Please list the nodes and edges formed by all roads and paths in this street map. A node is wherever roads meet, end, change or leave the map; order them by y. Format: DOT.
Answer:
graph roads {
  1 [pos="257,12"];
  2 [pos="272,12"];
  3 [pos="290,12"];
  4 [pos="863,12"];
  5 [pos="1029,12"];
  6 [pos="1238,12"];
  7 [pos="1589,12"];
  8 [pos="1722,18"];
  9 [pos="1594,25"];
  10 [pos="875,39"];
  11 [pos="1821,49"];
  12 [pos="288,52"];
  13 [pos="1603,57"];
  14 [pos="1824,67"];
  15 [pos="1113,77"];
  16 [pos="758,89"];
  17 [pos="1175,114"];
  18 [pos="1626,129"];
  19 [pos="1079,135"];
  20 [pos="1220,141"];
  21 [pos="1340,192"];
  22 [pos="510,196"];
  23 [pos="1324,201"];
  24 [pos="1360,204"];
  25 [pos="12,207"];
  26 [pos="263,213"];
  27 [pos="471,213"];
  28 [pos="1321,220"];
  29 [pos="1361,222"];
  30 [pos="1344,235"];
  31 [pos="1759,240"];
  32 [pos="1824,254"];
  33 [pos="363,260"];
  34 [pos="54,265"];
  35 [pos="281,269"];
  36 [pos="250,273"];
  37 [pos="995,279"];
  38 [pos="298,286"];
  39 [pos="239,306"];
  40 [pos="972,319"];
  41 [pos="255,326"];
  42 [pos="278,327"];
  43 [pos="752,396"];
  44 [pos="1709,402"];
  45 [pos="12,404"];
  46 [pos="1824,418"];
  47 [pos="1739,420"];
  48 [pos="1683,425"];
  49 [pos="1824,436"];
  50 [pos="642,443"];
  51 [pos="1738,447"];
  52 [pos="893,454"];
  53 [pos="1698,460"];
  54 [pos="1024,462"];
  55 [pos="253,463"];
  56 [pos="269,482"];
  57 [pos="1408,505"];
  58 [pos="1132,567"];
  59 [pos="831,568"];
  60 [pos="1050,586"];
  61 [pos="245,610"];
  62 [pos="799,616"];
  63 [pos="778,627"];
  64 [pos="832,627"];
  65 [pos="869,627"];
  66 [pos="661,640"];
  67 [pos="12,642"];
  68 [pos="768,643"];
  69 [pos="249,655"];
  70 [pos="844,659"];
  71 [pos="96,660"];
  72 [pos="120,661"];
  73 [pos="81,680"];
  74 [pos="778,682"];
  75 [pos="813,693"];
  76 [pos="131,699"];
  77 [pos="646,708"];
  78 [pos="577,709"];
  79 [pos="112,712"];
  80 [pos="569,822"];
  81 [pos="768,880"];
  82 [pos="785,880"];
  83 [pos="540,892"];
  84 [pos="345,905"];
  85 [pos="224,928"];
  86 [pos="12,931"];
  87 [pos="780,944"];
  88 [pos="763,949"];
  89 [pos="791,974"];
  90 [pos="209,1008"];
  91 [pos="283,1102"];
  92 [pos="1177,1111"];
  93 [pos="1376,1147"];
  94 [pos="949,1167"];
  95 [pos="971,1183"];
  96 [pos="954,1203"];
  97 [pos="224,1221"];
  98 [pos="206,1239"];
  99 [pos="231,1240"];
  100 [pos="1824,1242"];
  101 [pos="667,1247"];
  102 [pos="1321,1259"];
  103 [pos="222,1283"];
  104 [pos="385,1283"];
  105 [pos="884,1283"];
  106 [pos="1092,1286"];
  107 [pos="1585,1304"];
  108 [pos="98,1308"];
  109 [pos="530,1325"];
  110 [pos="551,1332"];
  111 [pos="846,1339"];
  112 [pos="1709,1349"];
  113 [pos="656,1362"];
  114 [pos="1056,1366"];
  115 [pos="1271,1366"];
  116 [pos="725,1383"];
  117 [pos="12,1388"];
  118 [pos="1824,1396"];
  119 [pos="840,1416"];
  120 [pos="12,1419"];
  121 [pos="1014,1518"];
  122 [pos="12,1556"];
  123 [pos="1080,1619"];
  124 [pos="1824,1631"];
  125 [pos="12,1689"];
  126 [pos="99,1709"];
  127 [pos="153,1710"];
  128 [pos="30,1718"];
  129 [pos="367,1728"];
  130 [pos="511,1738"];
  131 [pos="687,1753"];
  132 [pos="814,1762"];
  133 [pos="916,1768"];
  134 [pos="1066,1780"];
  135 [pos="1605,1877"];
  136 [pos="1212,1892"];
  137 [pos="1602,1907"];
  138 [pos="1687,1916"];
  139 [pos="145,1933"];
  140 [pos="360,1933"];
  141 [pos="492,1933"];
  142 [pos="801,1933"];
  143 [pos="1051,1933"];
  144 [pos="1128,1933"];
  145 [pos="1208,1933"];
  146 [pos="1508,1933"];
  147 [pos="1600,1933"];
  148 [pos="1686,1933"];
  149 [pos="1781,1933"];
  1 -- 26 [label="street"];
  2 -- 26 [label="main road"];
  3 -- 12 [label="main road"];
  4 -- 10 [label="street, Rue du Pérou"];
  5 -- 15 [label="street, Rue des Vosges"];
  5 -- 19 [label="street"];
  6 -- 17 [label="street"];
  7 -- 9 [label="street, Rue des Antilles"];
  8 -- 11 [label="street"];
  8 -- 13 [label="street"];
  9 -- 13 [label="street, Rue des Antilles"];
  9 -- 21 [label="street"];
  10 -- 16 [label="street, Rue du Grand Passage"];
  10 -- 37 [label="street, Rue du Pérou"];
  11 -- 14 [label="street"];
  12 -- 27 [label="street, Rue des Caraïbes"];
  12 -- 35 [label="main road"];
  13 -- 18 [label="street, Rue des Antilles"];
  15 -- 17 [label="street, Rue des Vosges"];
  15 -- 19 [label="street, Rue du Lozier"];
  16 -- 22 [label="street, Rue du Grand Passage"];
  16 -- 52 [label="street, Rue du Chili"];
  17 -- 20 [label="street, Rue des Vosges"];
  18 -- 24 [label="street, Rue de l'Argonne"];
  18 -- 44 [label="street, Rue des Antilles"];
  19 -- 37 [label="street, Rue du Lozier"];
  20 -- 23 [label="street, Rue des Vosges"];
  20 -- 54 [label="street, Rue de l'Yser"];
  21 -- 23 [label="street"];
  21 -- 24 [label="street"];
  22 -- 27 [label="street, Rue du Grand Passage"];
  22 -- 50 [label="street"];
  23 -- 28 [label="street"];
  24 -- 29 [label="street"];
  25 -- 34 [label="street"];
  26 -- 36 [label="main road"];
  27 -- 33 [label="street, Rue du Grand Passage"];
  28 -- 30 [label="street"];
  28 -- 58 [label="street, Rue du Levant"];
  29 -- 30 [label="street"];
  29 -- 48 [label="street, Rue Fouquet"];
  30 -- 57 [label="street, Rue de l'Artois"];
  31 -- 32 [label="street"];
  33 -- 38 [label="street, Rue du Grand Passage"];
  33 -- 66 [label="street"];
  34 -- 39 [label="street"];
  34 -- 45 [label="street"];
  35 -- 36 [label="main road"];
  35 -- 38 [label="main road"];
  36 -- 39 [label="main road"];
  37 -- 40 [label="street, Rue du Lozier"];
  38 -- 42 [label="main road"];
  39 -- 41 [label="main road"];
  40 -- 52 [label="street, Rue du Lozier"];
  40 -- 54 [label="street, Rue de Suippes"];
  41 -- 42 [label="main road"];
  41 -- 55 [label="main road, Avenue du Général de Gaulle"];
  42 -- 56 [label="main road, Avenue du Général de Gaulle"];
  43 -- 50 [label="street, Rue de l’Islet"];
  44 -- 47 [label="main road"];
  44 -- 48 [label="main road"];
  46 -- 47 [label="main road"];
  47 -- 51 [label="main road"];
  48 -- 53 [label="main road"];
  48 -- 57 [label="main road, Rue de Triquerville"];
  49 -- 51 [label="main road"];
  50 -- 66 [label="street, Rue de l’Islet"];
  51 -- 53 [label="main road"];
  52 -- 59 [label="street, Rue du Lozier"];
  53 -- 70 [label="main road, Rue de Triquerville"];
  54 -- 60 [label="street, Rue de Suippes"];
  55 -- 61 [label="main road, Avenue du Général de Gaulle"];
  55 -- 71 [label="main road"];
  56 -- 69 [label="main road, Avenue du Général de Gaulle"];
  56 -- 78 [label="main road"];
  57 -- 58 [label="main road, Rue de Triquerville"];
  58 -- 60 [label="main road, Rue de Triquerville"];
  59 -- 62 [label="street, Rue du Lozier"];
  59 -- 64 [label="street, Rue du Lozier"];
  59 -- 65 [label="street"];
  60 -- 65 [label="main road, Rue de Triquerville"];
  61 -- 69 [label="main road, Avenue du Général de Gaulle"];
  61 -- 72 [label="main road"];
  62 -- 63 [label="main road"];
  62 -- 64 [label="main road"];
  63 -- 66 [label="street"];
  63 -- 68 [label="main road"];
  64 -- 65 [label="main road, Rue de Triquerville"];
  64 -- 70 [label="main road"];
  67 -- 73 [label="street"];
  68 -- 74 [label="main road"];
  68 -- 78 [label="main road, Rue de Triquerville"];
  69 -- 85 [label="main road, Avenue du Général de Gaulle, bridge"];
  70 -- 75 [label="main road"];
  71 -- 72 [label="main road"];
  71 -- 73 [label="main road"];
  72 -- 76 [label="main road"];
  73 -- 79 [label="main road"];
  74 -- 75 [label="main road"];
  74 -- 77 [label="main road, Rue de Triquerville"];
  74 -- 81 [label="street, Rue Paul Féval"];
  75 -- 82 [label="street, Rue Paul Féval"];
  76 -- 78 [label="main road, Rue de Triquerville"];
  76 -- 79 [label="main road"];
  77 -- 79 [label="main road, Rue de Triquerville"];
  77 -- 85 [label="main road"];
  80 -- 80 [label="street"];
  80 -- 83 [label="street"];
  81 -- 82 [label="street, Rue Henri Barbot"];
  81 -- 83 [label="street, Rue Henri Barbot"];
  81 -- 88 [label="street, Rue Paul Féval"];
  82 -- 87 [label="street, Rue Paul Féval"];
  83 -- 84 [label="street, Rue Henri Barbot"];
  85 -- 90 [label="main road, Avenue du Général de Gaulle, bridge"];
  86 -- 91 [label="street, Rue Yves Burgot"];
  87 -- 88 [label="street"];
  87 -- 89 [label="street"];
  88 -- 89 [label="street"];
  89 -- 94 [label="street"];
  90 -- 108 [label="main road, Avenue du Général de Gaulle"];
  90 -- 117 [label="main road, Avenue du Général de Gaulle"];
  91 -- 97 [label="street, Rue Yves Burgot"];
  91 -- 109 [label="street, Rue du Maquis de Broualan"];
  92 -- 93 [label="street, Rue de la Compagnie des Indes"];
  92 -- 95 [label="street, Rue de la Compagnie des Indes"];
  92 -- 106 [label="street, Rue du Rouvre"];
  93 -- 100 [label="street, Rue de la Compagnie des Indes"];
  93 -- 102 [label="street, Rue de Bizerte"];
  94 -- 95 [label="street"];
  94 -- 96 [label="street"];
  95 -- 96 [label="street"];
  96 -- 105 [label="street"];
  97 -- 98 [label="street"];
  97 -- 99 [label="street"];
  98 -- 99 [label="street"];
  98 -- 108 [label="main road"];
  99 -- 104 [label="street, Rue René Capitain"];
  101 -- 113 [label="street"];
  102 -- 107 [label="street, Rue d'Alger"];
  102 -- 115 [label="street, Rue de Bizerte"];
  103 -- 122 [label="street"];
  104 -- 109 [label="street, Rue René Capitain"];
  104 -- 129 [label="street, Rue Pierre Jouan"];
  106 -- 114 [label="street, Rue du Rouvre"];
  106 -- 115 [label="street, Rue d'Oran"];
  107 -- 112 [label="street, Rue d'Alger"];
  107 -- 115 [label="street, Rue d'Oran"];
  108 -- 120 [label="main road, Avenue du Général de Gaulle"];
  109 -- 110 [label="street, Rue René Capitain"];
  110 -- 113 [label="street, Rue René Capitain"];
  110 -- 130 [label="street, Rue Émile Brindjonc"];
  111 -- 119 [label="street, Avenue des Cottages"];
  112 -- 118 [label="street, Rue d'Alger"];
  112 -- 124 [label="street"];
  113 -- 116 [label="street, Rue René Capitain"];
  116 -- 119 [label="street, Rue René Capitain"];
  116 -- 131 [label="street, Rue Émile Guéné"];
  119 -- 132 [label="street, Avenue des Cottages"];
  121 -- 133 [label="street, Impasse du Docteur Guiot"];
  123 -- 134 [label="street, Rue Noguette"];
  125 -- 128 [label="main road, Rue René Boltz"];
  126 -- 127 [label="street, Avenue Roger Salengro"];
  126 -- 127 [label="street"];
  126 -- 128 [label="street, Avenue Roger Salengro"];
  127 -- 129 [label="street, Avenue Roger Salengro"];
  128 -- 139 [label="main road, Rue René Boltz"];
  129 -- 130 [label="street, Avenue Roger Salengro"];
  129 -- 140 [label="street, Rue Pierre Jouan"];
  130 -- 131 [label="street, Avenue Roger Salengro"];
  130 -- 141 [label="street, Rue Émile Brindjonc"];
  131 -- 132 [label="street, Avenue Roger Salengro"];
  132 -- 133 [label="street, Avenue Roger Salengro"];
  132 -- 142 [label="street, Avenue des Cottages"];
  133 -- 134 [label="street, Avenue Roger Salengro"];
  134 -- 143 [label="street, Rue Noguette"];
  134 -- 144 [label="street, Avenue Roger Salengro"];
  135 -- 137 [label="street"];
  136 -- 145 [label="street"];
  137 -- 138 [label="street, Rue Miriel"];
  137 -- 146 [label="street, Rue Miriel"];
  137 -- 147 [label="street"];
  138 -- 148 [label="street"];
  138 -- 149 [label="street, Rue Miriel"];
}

######

### Exercise
Search the entries above for "Passage". Show every line that has it.

### Output of the exercise
  10 -- 16 [label="street, Rue du Grand Passage"];
  16 -- 22 [label="street, Rue du Grand Passage"];
  22 -- 27 [label="street, Rue du Grand Passage"];
  27 -- 33 [label="street, Rue du Grand Passage"];
  33 -- 38 [label="street, Rue du Grand Passage"];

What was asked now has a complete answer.